Collected data entries
────────────────────────────────────────

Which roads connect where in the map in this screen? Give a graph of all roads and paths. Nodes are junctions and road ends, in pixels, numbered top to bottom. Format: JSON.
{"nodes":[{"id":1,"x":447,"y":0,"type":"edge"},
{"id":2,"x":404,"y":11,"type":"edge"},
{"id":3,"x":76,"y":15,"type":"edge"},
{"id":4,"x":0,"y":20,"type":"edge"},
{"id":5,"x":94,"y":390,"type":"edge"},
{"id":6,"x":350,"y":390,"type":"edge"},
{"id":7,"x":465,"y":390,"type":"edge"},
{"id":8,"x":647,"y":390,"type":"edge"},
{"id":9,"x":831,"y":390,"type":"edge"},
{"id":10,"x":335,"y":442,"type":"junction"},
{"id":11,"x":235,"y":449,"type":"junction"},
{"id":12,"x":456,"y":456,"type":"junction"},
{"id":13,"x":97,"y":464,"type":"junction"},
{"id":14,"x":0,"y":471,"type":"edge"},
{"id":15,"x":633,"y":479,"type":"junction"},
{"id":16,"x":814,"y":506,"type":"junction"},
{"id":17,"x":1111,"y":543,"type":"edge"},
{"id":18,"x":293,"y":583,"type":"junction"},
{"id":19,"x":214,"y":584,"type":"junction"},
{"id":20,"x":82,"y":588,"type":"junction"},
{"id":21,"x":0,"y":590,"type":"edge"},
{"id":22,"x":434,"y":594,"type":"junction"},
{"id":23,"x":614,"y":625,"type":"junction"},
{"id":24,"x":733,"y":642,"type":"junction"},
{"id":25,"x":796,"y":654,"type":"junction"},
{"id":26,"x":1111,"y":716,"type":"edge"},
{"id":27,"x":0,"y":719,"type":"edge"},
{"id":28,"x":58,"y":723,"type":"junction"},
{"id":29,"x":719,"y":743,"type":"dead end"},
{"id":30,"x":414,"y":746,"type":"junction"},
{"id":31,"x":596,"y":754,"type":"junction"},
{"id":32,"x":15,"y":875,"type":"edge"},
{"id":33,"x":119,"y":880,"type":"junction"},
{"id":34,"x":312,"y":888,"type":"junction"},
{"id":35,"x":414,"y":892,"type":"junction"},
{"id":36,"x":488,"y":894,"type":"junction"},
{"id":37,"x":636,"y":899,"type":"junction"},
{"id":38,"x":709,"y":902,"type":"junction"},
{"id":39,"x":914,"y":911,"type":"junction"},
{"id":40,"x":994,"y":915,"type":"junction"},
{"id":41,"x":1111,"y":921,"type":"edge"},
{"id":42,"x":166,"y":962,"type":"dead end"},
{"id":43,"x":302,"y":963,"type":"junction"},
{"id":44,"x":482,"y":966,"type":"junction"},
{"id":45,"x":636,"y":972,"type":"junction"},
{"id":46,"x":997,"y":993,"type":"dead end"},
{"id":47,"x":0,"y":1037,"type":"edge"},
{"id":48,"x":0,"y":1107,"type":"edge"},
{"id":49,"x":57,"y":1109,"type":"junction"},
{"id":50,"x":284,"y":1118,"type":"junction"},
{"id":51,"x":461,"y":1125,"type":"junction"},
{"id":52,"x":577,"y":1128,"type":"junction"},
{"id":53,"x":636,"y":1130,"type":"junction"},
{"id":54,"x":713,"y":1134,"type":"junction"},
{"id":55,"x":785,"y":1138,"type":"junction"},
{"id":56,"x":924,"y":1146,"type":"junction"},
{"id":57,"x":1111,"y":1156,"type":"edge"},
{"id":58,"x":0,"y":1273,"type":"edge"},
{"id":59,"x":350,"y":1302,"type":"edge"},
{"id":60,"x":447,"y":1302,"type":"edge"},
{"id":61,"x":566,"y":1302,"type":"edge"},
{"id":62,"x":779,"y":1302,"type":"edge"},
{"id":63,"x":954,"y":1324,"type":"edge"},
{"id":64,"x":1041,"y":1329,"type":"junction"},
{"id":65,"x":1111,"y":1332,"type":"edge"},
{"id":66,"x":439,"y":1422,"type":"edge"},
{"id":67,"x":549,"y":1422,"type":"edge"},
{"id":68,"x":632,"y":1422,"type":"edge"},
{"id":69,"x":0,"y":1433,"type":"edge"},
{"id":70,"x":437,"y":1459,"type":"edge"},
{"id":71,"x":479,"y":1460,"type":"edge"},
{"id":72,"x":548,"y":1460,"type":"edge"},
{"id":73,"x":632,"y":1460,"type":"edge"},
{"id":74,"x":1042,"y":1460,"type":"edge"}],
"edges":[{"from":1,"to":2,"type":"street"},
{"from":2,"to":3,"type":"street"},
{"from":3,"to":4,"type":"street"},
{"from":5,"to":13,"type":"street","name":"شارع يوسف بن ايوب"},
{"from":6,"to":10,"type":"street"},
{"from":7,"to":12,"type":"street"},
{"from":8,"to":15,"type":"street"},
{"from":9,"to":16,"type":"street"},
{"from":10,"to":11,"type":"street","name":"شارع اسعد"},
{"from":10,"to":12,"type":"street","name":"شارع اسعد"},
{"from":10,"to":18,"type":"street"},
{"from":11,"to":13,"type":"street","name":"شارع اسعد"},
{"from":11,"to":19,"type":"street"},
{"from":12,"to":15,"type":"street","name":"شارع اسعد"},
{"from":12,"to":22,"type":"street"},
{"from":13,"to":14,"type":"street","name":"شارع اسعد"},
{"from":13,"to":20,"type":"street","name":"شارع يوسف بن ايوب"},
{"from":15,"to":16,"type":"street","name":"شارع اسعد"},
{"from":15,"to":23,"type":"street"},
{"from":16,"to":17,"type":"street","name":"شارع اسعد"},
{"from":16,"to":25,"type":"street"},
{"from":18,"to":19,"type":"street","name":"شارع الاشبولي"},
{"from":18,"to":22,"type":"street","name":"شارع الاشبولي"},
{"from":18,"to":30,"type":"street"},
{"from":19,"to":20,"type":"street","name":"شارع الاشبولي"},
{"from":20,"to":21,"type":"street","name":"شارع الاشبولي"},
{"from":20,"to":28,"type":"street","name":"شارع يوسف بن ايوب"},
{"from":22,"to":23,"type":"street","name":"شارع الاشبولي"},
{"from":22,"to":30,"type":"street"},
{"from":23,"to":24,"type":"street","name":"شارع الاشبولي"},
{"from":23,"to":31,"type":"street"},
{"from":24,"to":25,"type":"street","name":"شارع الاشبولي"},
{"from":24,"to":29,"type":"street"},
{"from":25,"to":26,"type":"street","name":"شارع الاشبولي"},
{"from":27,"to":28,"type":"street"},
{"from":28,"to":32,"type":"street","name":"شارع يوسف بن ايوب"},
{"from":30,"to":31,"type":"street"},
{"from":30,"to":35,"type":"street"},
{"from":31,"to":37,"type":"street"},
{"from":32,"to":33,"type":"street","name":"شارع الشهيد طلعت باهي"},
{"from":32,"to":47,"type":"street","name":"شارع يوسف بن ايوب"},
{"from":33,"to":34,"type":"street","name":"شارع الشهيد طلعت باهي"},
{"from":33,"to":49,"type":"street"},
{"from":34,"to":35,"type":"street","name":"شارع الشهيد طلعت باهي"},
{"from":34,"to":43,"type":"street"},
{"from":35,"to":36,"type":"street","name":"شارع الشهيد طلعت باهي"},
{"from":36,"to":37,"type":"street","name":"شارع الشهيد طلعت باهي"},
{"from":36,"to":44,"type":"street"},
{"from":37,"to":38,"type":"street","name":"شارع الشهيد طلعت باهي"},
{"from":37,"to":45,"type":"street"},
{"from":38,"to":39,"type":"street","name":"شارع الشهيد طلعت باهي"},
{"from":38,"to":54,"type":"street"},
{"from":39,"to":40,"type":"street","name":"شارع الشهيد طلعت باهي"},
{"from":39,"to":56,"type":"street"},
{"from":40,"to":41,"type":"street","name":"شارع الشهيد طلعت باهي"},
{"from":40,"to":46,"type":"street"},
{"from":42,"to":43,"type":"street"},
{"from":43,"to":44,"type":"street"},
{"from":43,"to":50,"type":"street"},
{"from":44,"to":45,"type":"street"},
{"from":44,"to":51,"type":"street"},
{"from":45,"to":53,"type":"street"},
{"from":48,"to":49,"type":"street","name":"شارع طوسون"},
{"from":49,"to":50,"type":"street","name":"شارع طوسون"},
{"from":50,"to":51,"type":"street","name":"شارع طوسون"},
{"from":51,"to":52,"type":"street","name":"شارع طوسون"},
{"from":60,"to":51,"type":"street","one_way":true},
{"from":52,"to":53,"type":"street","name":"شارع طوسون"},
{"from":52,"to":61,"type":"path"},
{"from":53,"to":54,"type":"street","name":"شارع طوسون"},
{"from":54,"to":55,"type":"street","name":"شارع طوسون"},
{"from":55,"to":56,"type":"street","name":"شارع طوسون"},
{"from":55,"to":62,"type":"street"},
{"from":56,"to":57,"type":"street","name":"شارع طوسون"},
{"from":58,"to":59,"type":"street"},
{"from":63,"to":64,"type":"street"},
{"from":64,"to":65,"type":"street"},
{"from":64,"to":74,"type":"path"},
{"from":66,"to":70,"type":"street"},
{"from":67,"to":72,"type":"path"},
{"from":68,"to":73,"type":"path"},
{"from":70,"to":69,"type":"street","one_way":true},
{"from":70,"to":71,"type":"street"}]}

────────────────────────────────────────

### [What you will do]
Go through the records above and copy every line with the word "dead".

### [Solved exercise]
{"id":29,"x":719,"y":743,"type":"dead end"},
{"id":42,"x":166,"y":962,"type":"dead end"},
{"id":46,"x":997,"y":993,"type":"dead end"},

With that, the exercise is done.